Xandra Luna/Escritora, fotógrafa y tallerista de escritura emocional
Hola, abuelita. Hoy hace… ya no recuerdo con exactitud cuántos años que te fuiste. Quiero platicar contigo. Vayamos a tu casa, pasemos al patio trasero. Tú, sentada en una de esas mecedoras de fierro forjado que tenías, ¿recuerdas esas tardes interminables de plática que sosteníamos tú y yo? (dicho sea de paso, para mí era enorme ese lugar), cuidando tu vid y conversando de tantas cosas.
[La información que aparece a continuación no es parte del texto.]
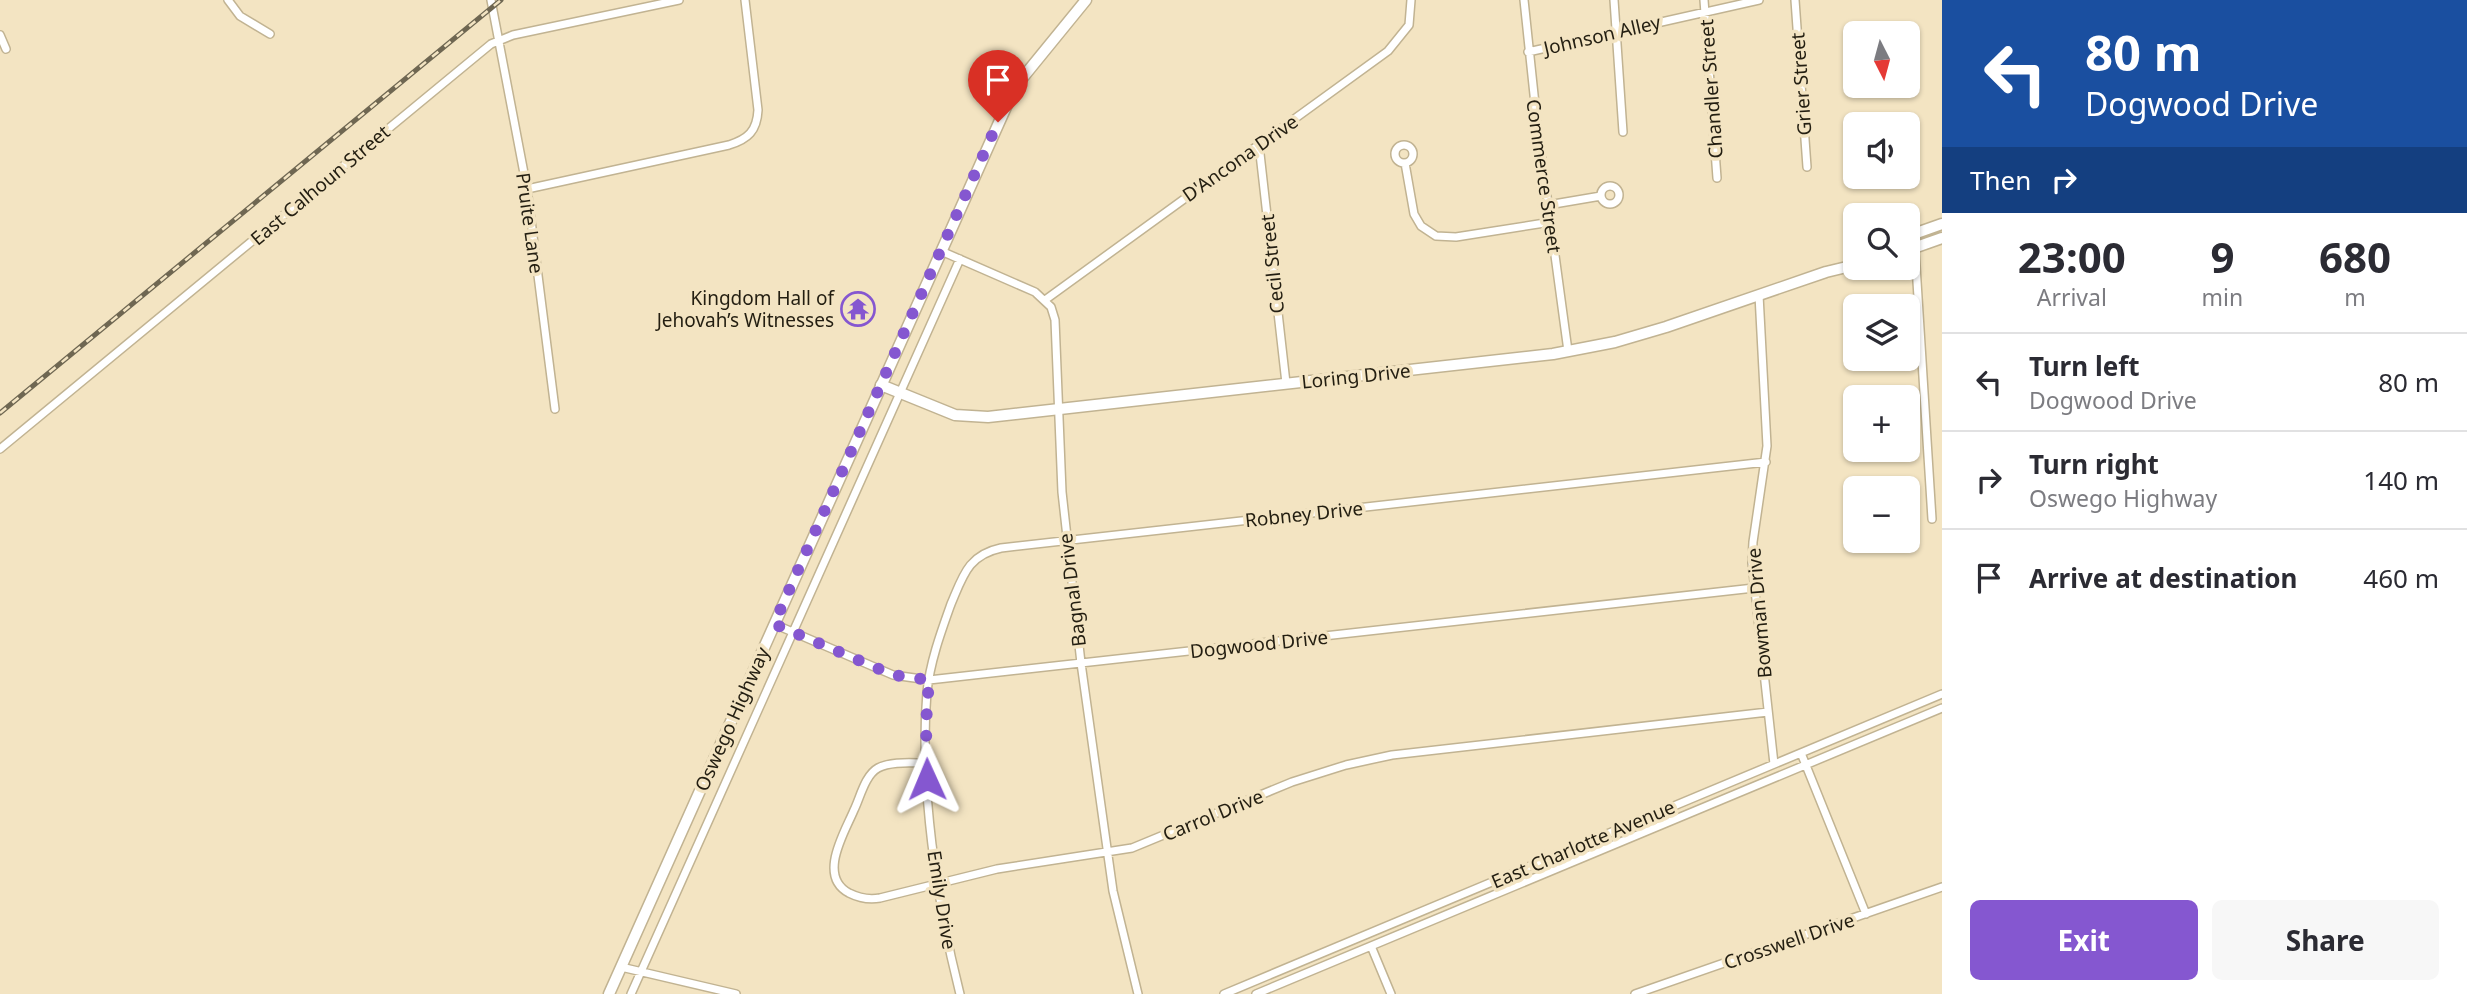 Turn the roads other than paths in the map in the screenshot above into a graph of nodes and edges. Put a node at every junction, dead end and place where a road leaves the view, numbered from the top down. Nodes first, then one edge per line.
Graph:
1 (228, 0) edge
2 (491, 0) edge
3 (679, 0) edge
4 (745, 0) edge
5 (1086, 0) edge
6 (1410, 0) edge
7 (1524, 0) edge
8 (1614, 0) edge
9 (1704, 0) edge
10 (1759, 0) edge
11 (1796, 0) edge
12 (1705, 12) junction
13 (1616, 32) junction
14 (0, 34) edge
15 (270, 34) dead end
16 (500, 39) junction
17 (6, 49) dead end
18 (1528, 52) junction
19 (1623, 132) dead end
20 (1259, 145) junction
21 (1405, 163) dead end
22 (1807, 167) dead end
23 (1717, 178) dead end
24 (527, 190) junction
25 (1601, 196) dead end
26 (1548, 205) junction
27 (1551, 222) junction
28 (1942, 223) edge
29 (1920, 232) edge
30 (1942, 238) edge
31 (1920, 245) edge
32 (941, 251) junction
33 (960, 259) junction
34 (1843, 263) edge
35 (1843, 268) edge
36 (1826, 272) junction
37 (1913, 280) edge
38 (1759, 295) junction
39 (1045, 300) junction
40 (1568, 351) junction
41 (1286, 383) junction
42 (881, 385) junction
43 (900, 394) junction
44 (555, 409) dead end
45 (1059, 409) junction
46 (0, 449) edge
47 (1766, 462) junction
48 (1932, 519) dead end
49 (1066, 541) junction
50 (1754, 588) junction
51 (774, 624) junction
52 (792, 632) junction
53 (1081, 663) junction
54 (929, 680) junction
55 (1942, 694) edge
56 (1942, 708) edge
57 (1768, 712) junction
58 (1801, 753) junction
59 (926, 763) junction
60 (1774, 764) junction
61 (1806, 765) junction
62 (1106, 853) junction
63 (939, 883) junction
64 (1942, 887) edge
65 (1866, 914) junction
66 (1371, 946) junction
67 (621, 967) junction
68 (641, 971) junction
69 (609, 994) edge
70 (631, 994) edge
71 (736, 994) edge
72 (960, 994) edge
73 (1138, 994) edge
74 (1224, 994) edge
75 (1256, 994) edge
76 (1391, 994) edge
77 (1635, 994) edge

1 - 15 street
2 - 16 street, Pruite Lane
3 - 16 street, East Calhoun Street
4 - 24 street
5 - 32 main road, Oswego Highway
6 - 20 street, D'Ancona Drive
7 - 18 street, Commerce Street
8 - 13 street
9 - 12 street, Chandler Street
10 - 12 street, Johnson Alley
11 - 22 street, Grier Street
12 - 13 street, Johnson Alley
12 - 23 street, Chandler Street
13 - 18 street, Johnson Alley
13 - 19 street
14 - 17 street
16 - 24 street, Pruite Lane
16 - 46 street, East Calhoun Street
18 - 26 street, Commerce Street
20 - 39 street, D'Ancona Drive
20 - 41 street, Cecil Street
21 - 27 street
24 - 44 street, Pruite Lane
25 - 26 street
26 - 27 street, Commerce Street
27 - 40 street, Commerce Street
28 - 29 main road
30 - 31 main road
32 - 33 street
32 - 42 main road, Oswego Highway
33 - 39 street
33 - 43 street, Oswego Highway
34 - 36 main road, Loring Drive
35 - 36 main road, Loring Drive
36 - 38 main road, Loring Drive
37 - 48 street
38 - 40 main road, Loring Drive
38 - 47 street, Bowman Drive
39 - 45 street, Bagnal Drive
40 - 41 main road, Loring Drive
41 - 45 main road, Loring Drive
42 - 43 main road, Loring Drive
42 - 51 main road, Oswego Highway
43 - 45 main road, Loring Drive
43 - 52 street, Oswego Highway
45 - 49 street, Bagnal Drive
47 - 49 street, Robney Drive
47 - 50 street, Bowman Drive
49 - 53 street, Bagnal Drive
49 - 54 street, Robney Drive
50 - 53 street, Dogwood Drive
50 - 57 street, Bowman Drive
51 - 52 street, Dogwood Drive
51 - 67 main road, Oswego Highway
52 - 54 street, Dogwood Drive
52 - 68 street, Oswego Highway
53 - 54 street, Dogwood Drive
53 - 62 street, Bagnal Drive
54 - 59 street, Emily Drive
55 - 58 street, East Charlotte Avenue
56 - 61 street, East Charlotte Avenue
57 - 60 street, Bowman Drive
57 - 62 street, Carrol Drive
58 - 60 street, East Charlotte Avenue
58 - 61 street
59 - 63 street, Emily Drive
59 - 63 street, Carrol Drive
60 - 74 street, East Charlotte Avenue
61 - 65 street
61 - 66 street, East Charlotte Avenue
62 - 63 street, Carrol Drive
62 - 73 street, Bagnal Drive
63 - 72 street, Emily Drive
64 - 65 street, Crosswell Drive
65 - 77 street, Crosswell Drive
66 - 75 street, East Charlotte Avenue
66 - 76 street
67 - 68 street
67 - 69 main road, Oswego Highway
68 - 70 street, Oswego Highway
68 - 71 street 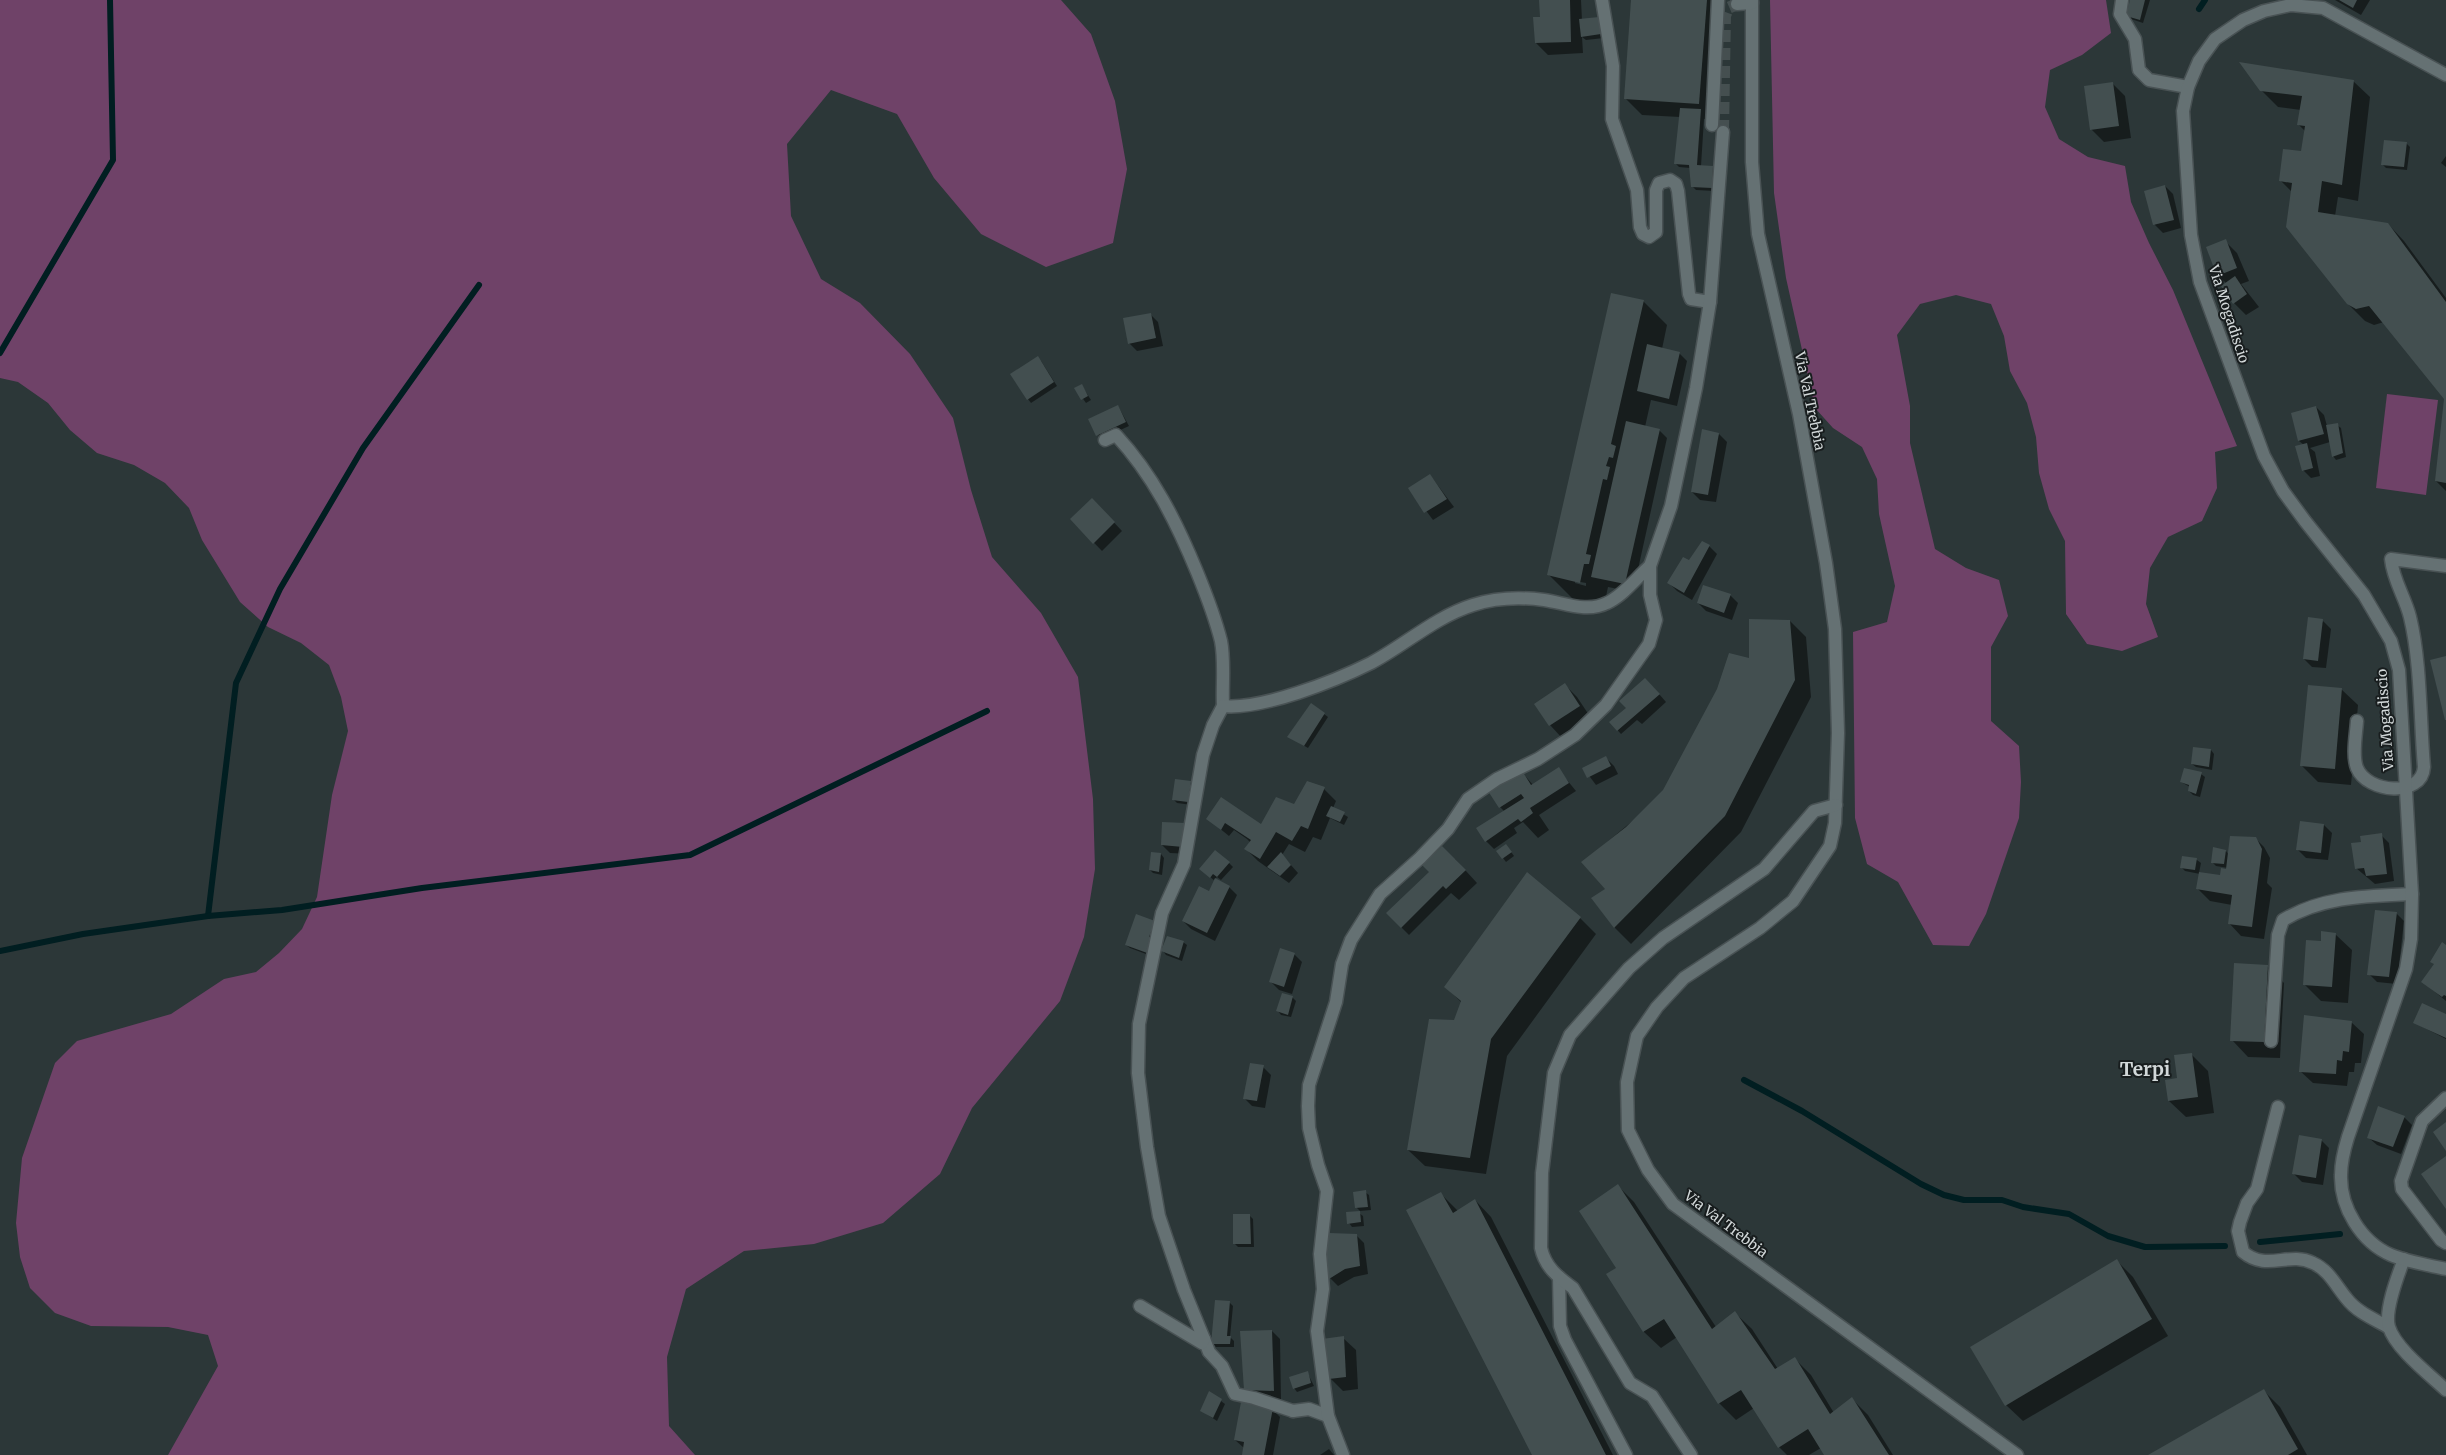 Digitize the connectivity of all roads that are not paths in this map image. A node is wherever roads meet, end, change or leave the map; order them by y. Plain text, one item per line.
1 (1602, 0) edge
2 (1718, 0) edge
3 (2122, 0) edge
4 (1752, 2) edge
5 (1737, 4) dead end
6 (2446, 75) edge
7 (2188, 87) junction
8 (1712, 125) dead end
9 (1723, 132) tunnel mouth
10 (1710, 302) junction
11 (1105, 440) dead end
12 (1650, 566) junction
13 (2446, 566) edge
14 (1223, 706) junction
15 (2357, 721) dead end
16 (2405, 787) junction
17 (1836, 805) junction
18 (2412, 894) junction
19 (2271, 1041) dead end
20 (2446, 1098) edge
21 (2278, 1108) dead end
22 (2446, 1243) edge
23 (2404, 1260) junction
24 (2446, 1269) edge
25 (1559, 1277) junction
26 (1140, 1306) dead end
27 (2388, 1327) junction
28 (1204, 1339) junction
29 (2446, 1390) edge
30 (1328, 1416) junction
31 (1343, 1455) edge
32 (1626, 1455) edge
33 (1691, 1455) edge
34 (2017, 1455) edge

1 - 10 street
2 - 8 street
3 - 7 street
4 - 5 street, Via Val Trebbia
4 - 17 street, Via Val Trebbia
6 - 7 street, Via Mogadiscio
7 - 16 street, Via Mogadiscio
9 - 10 street
10 - 12 street
11 - 14 street
12 - 14 street
12 - 30 street
13 - 16 street, Via Mogadiscio
14 - 28 street
15 - 16 street
16 - 18 street, Via Mogadiscio
17 - 25 street
17 - 34 street, Via Val Trebbia
18 - 19 street
18 - 23 street, Via Mogadiscio
20 - 22 street
21 - 27 street
23 - 24 street, Via Mogadiscio
23 - 27 street
25 - 32 street
25 - 33 street
26 - 28 street
27 - 29 street
28 - 30 street
30 - 31 street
Quizás tú no lo sabes, pero tu casa era todo para mí. Tú eras todo para mí, abuela. Fuiste mi salvadora, mi cómplice tantas veces. Me enseñaste el amor a la lectura, al cine, al teatro, al arte. Recorrer desde salas de cine hasta museos contigo ha sido uno de los viajes más gratificantes que le pudiste regalar a mi imaginación. Te agradezco que hayas hecho que mi infancia fuera tan increíble.
Me enseñaste algo muy importante: que no estaba sola (aunque muchas veces me sentí así). Me enseñaste a orar, a creer en Dios. Hoy lo comprendo.
En tu patio, por una pequeña brecha entre tu barda y la casa vecina, conocí a mi primer novio. ¡Cuántos recuerdos emergen! Amaba tanto estar contigo. Espero habértelo dicho, abuela. Siempre ansié que llegaran las vacaciones, el verano, la Navidad… para estar contigo.
Tus gatos no eran mis grandes amigos, te confieso. Me ponía celosa de ellos y creo que ellos también se ponían celosos de mí. Yo solo quería tu atención completa. Era una niña pidiéndote a gritos que no me soltaras, ni un instante. Mi casa materna era un campo de batalla. Solo contigo encontré consuelo, el significado real de la palabra “hogar”. Ahí aprendí a orar, a hablar con Dios
Recuerdo tu «cuarto de guerra», ese lugar donde orabas y hablabas con el Señor. Una pequeña esquina de tu habitación, una mesa, un Cristo, con tu Biblia, tu rosario, tu fe viva. Pasaba cerca de ti en silencio, pero me unía en espíritu a tu oración.
Toda la casa hablaba de ti. La mesa de centro era un espacio de juego para mí. Tus juegos de te en miniatura de cerámica me fascinaban. Yo fingía ayudarte a limpiarlos cuando en realidad jugaba con ellos.
Tengo que confesarte algo, abuelita: las cenas de Navidad para mí eran una tortura. Tener que esperar a que dieran las 10 p.m. para poder cenar, y luego hasta la medianoche para abrir los regalos y darnos el abrazo…Yo moría de hambre. Siempre he tenido buen apetito, lo sabes Para mí, era suficiente cenar a las 8, como lo hacíamos usualmente.
Sin embargo, mi parte favorita eran los desayunos que me preparabas: Tortilla dorada, huevo estrellado, gorditas de frijol con asientos de chicharrón (así les llamabas), mi licuado de chocolate y pan dulce. Preparabas todo con tanto amor, sin prisa. Te gustaba mimarme, consentirme.
Uno de los viajes más significativos contigo fue musical: Desde Plácido Domingo hasta Ray Conniff, Richard Clayderman y Roberto Carlos. Hoy, mientras escribo, suena Laura Pausini con “El valor de seguir adelante”, y pienso en todo lo que me diste…Tu amor fue el impulso que me levantó tantas veces.
La primera vez que pisé la ahora llamada CDMX fue tomada de tu mano. Te acompañé a una cita médica, pero lo que recuerdo no son hospitales. Recuerdo el asombro de ese mundo que me mostraste a través de tus lentes, siempre tomada de tu mano.
Tardes de té para mí, café para ti, pan dulce compartido y charlas interesantes. Tu biblioteca y cuarto de TV con ese televisor de bulbos… Tu colección de libros. Ahí viajé con mi imaginación. Leí desde Tom Sawyer hasta enciclopedias de historia mundial. Me encantaba tu suscripción a Reader’s Digest. Confieso que aún lo compro de vez en cuando.
Abuelita… te extraño tanto. Sé que nos volveremos a encontrar, cuando Dios lo decida. Mientras tanto, te llevo en cada oración, en cada misa, cuando el sacerdote menciona a nuestros difuntos. Ahí estás tú, con esa mirada apacible y amorosa, esperando alguna ocurrencia de mi parte para reírnos juntas.
Gracias por ser un parteaguas en mi vida. Por enseñarme a orar. Por ser hogar, refugio y amor.